== RECORDS SHOWN ==
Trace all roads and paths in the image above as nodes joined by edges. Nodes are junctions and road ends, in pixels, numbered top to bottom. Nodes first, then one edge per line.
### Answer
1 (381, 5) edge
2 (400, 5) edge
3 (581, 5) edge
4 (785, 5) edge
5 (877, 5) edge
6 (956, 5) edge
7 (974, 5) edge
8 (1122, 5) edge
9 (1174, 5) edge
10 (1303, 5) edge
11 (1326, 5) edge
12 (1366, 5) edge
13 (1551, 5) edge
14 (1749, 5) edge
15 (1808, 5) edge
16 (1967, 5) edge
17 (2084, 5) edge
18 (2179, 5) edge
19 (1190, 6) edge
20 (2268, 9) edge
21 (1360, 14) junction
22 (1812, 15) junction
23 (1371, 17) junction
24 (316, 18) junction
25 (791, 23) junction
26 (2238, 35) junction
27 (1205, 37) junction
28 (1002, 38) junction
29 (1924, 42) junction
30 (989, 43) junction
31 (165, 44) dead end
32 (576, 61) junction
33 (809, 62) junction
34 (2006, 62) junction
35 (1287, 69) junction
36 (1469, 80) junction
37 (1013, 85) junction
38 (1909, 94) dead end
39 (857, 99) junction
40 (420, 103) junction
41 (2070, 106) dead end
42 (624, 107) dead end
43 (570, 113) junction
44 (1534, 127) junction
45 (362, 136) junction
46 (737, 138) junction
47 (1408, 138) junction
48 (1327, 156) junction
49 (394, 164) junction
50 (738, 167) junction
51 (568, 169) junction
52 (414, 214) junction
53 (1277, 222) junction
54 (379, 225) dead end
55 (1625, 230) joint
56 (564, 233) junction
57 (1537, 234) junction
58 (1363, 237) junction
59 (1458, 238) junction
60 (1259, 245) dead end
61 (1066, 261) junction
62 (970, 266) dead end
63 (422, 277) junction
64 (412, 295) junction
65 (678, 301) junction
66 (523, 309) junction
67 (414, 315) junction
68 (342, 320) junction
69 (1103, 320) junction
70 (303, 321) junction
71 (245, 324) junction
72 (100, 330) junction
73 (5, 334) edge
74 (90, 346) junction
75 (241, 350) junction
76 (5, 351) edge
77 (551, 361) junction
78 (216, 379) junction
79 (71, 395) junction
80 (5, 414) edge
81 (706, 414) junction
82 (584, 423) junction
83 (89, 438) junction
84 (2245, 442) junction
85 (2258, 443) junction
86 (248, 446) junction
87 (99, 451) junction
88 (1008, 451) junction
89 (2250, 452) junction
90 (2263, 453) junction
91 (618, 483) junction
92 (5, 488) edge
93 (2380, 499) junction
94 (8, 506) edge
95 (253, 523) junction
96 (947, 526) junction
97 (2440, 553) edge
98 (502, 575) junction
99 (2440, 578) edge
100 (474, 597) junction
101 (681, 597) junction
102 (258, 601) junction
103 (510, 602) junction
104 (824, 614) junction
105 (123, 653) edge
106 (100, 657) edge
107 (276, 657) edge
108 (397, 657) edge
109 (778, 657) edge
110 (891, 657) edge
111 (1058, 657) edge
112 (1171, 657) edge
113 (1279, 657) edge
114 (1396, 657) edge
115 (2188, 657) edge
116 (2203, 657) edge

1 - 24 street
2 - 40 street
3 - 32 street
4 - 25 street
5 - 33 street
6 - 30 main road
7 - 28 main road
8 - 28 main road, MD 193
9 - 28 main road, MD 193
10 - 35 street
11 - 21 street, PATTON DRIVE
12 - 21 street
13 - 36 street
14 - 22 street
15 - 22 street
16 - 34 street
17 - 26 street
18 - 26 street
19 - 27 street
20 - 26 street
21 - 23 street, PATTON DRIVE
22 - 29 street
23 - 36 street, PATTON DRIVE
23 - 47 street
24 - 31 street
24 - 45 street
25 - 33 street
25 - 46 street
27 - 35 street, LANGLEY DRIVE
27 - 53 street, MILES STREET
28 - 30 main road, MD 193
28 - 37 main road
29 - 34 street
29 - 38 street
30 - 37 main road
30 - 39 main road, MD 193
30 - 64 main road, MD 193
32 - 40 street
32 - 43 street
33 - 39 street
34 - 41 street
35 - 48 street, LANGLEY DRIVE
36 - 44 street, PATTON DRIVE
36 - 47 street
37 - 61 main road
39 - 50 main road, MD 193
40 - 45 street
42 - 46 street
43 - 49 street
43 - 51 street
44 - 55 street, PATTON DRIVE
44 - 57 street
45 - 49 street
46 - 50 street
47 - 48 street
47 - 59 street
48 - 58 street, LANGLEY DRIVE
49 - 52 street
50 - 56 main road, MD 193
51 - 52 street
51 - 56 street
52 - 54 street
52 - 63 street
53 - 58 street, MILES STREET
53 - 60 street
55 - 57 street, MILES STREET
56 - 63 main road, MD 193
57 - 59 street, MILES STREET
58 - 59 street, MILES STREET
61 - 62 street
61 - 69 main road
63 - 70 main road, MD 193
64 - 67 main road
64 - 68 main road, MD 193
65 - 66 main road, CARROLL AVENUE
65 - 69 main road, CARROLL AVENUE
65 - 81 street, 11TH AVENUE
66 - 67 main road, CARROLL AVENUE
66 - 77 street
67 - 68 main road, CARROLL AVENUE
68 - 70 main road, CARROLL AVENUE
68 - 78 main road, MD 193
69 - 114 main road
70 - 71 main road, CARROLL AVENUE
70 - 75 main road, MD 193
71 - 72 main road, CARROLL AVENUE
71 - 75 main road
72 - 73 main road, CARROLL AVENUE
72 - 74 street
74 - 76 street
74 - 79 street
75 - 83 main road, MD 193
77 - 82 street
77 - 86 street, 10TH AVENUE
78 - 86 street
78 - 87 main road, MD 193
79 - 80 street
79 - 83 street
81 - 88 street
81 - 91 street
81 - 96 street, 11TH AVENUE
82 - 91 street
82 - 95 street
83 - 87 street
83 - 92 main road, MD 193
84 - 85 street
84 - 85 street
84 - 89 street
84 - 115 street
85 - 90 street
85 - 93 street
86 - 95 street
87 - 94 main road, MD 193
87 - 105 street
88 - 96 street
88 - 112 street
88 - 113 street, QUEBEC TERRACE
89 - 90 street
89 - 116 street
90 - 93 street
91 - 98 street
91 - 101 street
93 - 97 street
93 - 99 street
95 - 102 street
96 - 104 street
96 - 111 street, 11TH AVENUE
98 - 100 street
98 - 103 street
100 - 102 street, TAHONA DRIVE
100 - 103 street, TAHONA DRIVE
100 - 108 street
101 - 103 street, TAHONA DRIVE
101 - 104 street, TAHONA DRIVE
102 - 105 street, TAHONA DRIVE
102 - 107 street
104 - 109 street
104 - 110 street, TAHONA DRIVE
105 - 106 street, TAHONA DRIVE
===
#### EXERCISE AIM
From the material above, copy each line that includes the word "LANGLEY".

#### SOLUTION TO THE EXERCISE
27 - 35 street, LANGLEY DRIVE
35 - 48 street, LANGLEY DRIVE
48 - 58 street, LANGLEY DRIVE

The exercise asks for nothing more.